Therapeutin weiß: Trauer ist keine Krankheit, aber sie kann schnell dazu werden

„Trauer ist keine Krankheit, aber sie kann sehr schnell dazu werden“, sagt Johanna Schwarte. Für Eltern, die das Schicksal so furchtbar getroffen hat, sei eine kundige Begleitung nichts weniger als die Chance, nicht dauerhaft krank zu werden an Körper und Seele. Eine Mutter sagt: „Den ganzen Monat muss ich mich zusammenreißen, hier darf ich mich endlich fallen lassen und werde aufgefangen. Das ist so wertvoll, das kann sich niemand vorstellen.“

Schmerz und Trauer, Leben und Licht: Ein ganz besonderer Garten wird zu den Treffen der verwaisten Eltern aufgebaut.
Schmerz und Trauer, Leben und Licht: Ein ganz besonderer Garten wird zu den Treffen der verwaisten Eltern aufgebaut. © Thomas Hagemann

Für Kranken- oder Rentenkassen ist das offenbar nicht wertvoll genug. Sie finanzieren zwar Sterbebegleitungen, doch für Trauer fühlt man sich nicht zuständig. Die alleinerziehende Mutter von drei Kindern bekam nach dem Tod ihres Sohnes nicht mal eine Kur genehmigt. Angesichts der Folgen, die der Tod eines Kindes für Eltern nach sich ziehen kann, ist das für Johanna Schwarte völlig unbegreiflich.

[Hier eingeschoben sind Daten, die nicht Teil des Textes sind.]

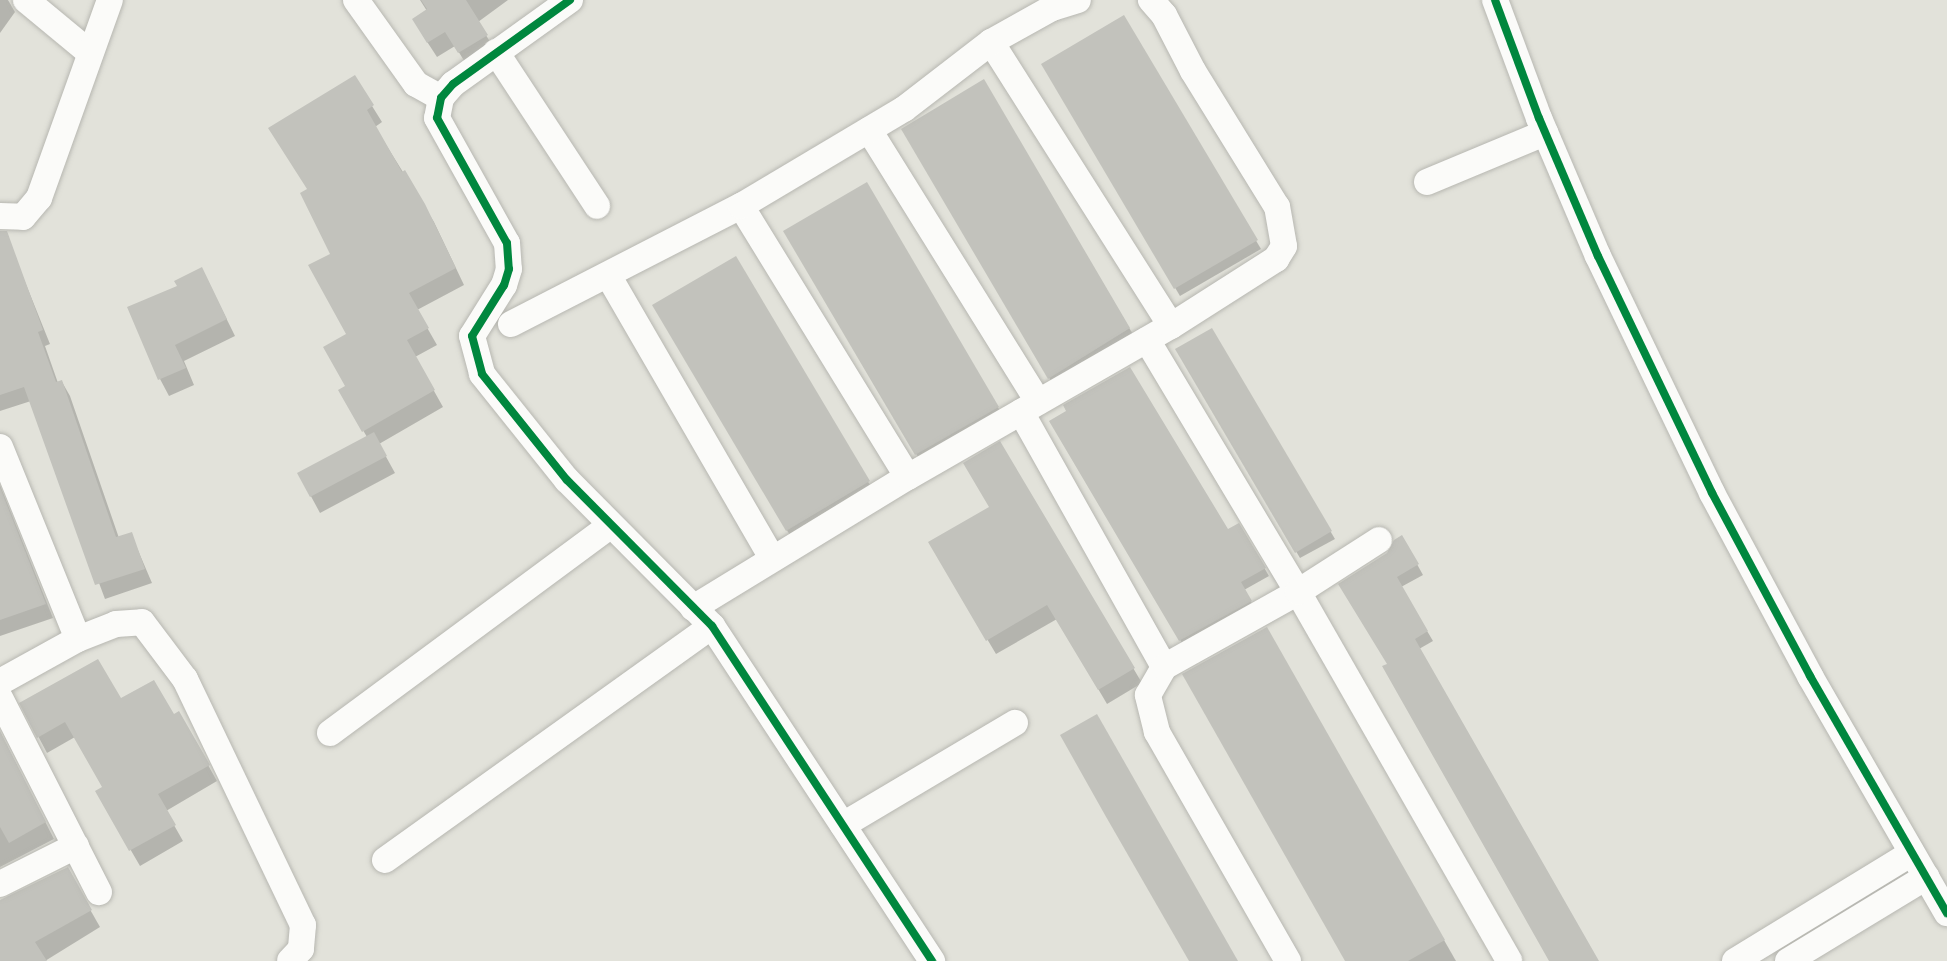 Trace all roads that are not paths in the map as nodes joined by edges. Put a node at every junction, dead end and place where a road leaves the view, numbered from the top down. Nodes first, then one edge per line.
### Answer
1 (26, 0) edge
2 (110, 0) edge
3 (356, 0) edge
4 (570, 0) edge
5 (1078, 0) edge
6 (1151, 0) edge
7 (1495, 0) edge
8 (1050, 4) edge
9 (991, 42) junction
10 (496, 52) junction
11 (90, 53) junction
12 (441, 98) junction
13 (869, 130) junction
14 (1545, 133) junction
15 (1427, 182) dead end
16 (597, 206) dead end
17 (741, 206) junction
18 (0, 216) edge
19 (608, 275) junction
20 (512, 324) dead end
21 (1171, 326) junction
22 (1147, 340) junction
23 (1029, 407) junction
24 (0, 447) edge
25 (908, 477) junction
26 (610, 526) junction
27 (1379, 540) dead end
28 (772, 558) junction
29 (1298, 592) junction
30 (693, 608) junction
31 (712, 626) junction
32 (78, 639) junction
33 (1164, 667) junction
34 (0, 682) edge
35 (0, 698) edge
36 (1015, 723) dead end
37 (330, 733) dead end
38 (843, 825) junction
39 (76, 846) junction
40 (1912, 853) junction
41 (385, 860) dead end
42 (1926, 877) junction
43 (0, 884) edge
44 (99, 892) dead end
45 (1947, 912) edge
46 (290, 961) edge
47 (932, 961) edge
48 (1288, 961) edge
49 (1509, 961) edge
50 (1735, 961) edge
51 (1788, 961) edge

1 - 11 street
2 - 11 street
3 - 12 street
4 - 10 street
5 - 8 street
6 - 21 street
7 - 14 street
8 - 9 street
9 - 13 street
9 - 21 street
10 - 12 street
10 - 16 street
11 - 18 street
12 - 26 street
13 - 17 street
13 - 23 street
14 - 15 street
14 - 40 street
17 - 19 street
17 - 25 street
19 - 20 street
19 - 28 street
21 - 22 street
22 - 23 street
22 - 29 street
23 - 25 street
23 - 33 street
24 - 32 street
25 - 28 street
26 - 30 street
26 - 37 street
27 - 29 street
28 - 30 street
29 - 33 street
29 - 49 street
30 - 31 street
31 - 38 street
31 - 41 street
32 - 34 street
32 - 46 street
33 - 48 street
35 - 39 street
36 - 38 street
38 - 47 street
39 - 43 street
39 - 44 street
40 - 42 street
40 - 50 street
42 - 45 street
42 - 51 street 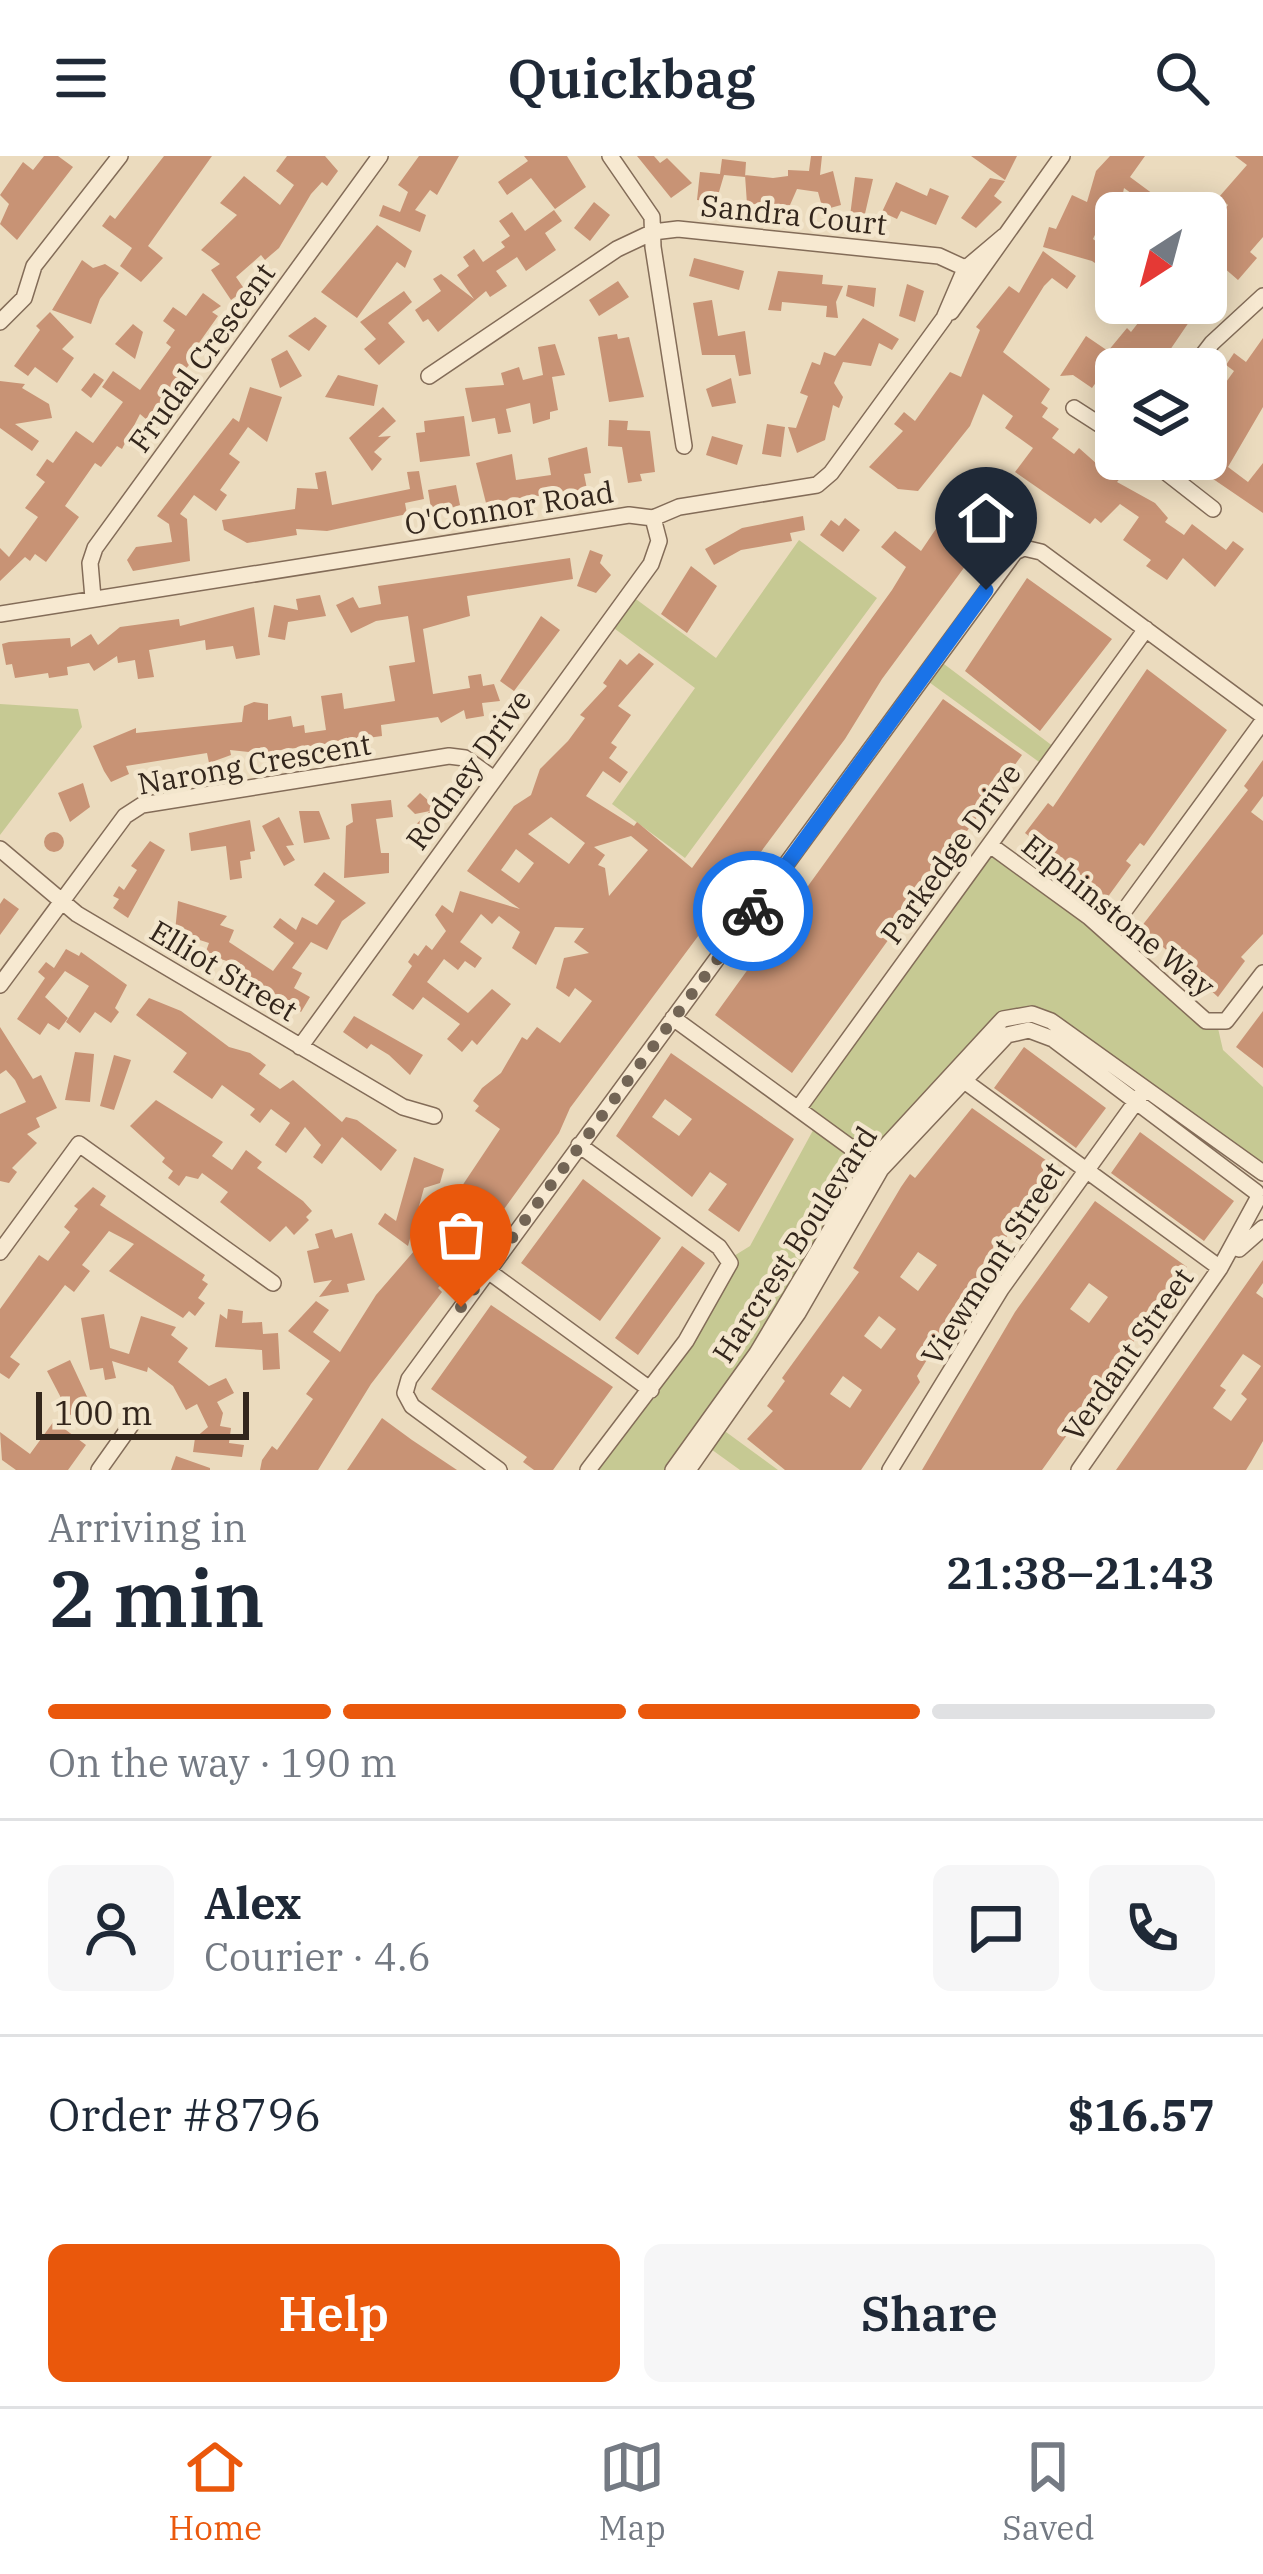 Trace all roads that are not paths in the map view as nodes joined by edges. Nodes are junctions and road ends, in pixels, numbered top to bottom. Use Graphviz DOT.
graph roads {
  1 [pos="120,156"];
  2 [pos="380,156"];
  3 [pos="610,156"];
  4 [pos="1062,156"];
  5 [pos="653,232"];
  6 [pos="971,270"];
  7 [pos="1263,296"];
  8 [pos="0,322"];
  9 [pos="1209,348"];
  10 [pos="429,376"];
  11 [pos="1074,408"];
  12 [pos="1095,422"];
  13 [pos="684,446"];
  14 [pos="1176,480"];
  15 [pos="1213,509"];
  16 [pos="653,518"];
  17 [pos="93,598"];
  18 [pos="0,614"];
  19 [pos="1146,629"];
  20 [pos="1263,718"];
  21 [pos="494,778"];
  22 [pos="990,845"];
  23 [pos="0,849"];
  24 [pos="62,903"];
  25 [pos="1108,933"];
  26 [pos="1263,973"];
  27 [pos="0,985"];
  28 [pos="673,1018"];
  29 [pos="300,1047"];
  30 [pos="963,1080"];
  31 [pos="1141,1095"];
  32 [pos="798,1109"];
  33 [pos="434,1116"];
  34 [pos="579,1145"];
  35 [pos="876,1166"];
  36 [pos="1086,1170"];
  37 [pos="1260,1191"];
  38 [pos="1263,1228"];
  39 [pos="0,1252"];
  40 [pos="1220,1268"];
  41 [pos="488,1270"];
  42 [pos="273,1282"];
  43 [pos="651,1390"];
  44 [pos="136,1418"];
  45 [pos="99,1470"];
  46 [pos="499,1470"];
  47 [pos="588,1470"];
  48 [pos="673,1470"];
  49 [pos="688,1470"];
  50 [pos="890,1470"];
  51 [pos="1078,1470"];
  1 -- 8 [label="street"];
  2 -- 17 [label="street, Frudal Crescent"];
  3 -- 5 [label="street"];
  4 -- 6 [label="street, O'Connor Road"];
  5 -- 6 [label="street, Sandra Court"];
  5 -- 10 [label="street, Sandra Court"];
  5 -- 13 [label="street"];
  6 -- 16 [label="street, O'Connor Road"];
  7 -- 9 [label="street"];
  11 -- 12 [label="street"];
  14 -- 15 [label="street"];
  16 -- 17 [label="street, O'Connor Road"];
  16 -- 21 [label="street, Rodney Drive"];
  17 -- 18 [label="street, O'Connor Road"];
  19 -- 20 [label="street"];
  19 -- 22 [label="street, Parkedge Drive"];
  19 -- 28 [label="street"];
  20 -- 25 [label="street"];
  21 -- 24 [label="street, Narong Crescent"];
  21 -- 29 [label="street, Rodney Drive"];
  22 -- 25 [label="street, Elphinstone Way"];
  22 -- 32 [label="street, Parkedge Drive"];
  23 -- 24 [label="street, Elliot Street"];
  24 -- 27 [label="street, Narong Crescent"];
  24 -- 29 [label="street, Elliot Street"];
  25 -- 26 [label="street, Elphinstone Way"];
  28 -- 32 [label="street"];
  28 -- 34 [label="street"];
  29 -- 33 [label="street, Elliot Street"];
  30 -- 31 [label="street, Harcrest Boulevard"];
  30 -- 35 [label="street, Harcrest Boulevard"];
  30 -- 36 [label="street"];
  31 -- 35 [label="street, Harcrest Boulevard"];
  31 -- 36 [label="street, Viewmont Street"];
  31 -- 37 [label="street, Harcrest Boulevard"];
  32 -- 35 [label="street"];
  34 -- 41 [label="street"];
  34 -- 43 [label="street"];
  35 -- 48 [label="street, Harcrest Boulevard"];
  35 -- 49 [label="street, Harcrest Boulevard"];
  36 -- 40 [label="street"];
  36 -- 50 [label="street, Viewmont Street"];
  37 -- 40 [label="street, Verdant Street"];
  38 -- 40 [label="street, Verdant Street"];
  39 -- 42 [label="street"];
  40 -- 51 [label="street, Verdant Street"];
  41 -- 43 [label="street"];
  41 -- 46 [label="street"];
  43 -- 47 [label="street"];
  44 -- 45 [label="street"];
} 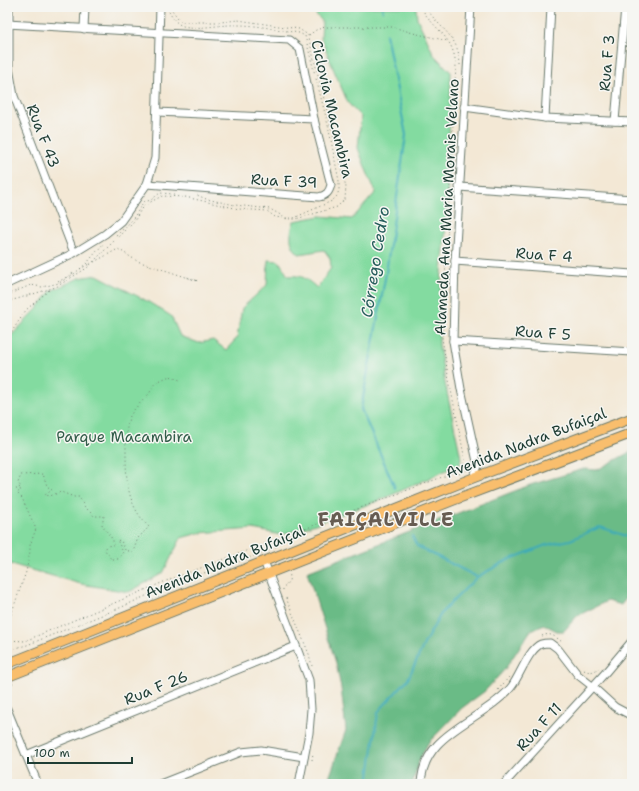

Trauerbegleiterin Johann Schwarte muss selbst für Spenden sorgen

Seit der Gründung dieser Gruppe vor sieben Jahren muss sie selbst für Spenden sorgen. Damit Therapien laufen können wie etwa das hier angebotene Trauerpilgern. „Wobei es in der Trauer zwar Angebote, aber keinen Königsweg gibt“, betont Johanna Schwarte. Sie konnte aber zuletzt wegen einer schweren Erkrankung ein halbes Jahr lang nicht sammeln, und so kam im ablaufenden Jahr deutlich weniger Geld herein als sonst. Der ganze Hospizdienst stand zur Disposition, dabei besteht er überhaupt nur aus Johanna Schwartes 30-Stunden-Stelle und ihren zehn ehrenamtlichen Helferinnen und Helfern.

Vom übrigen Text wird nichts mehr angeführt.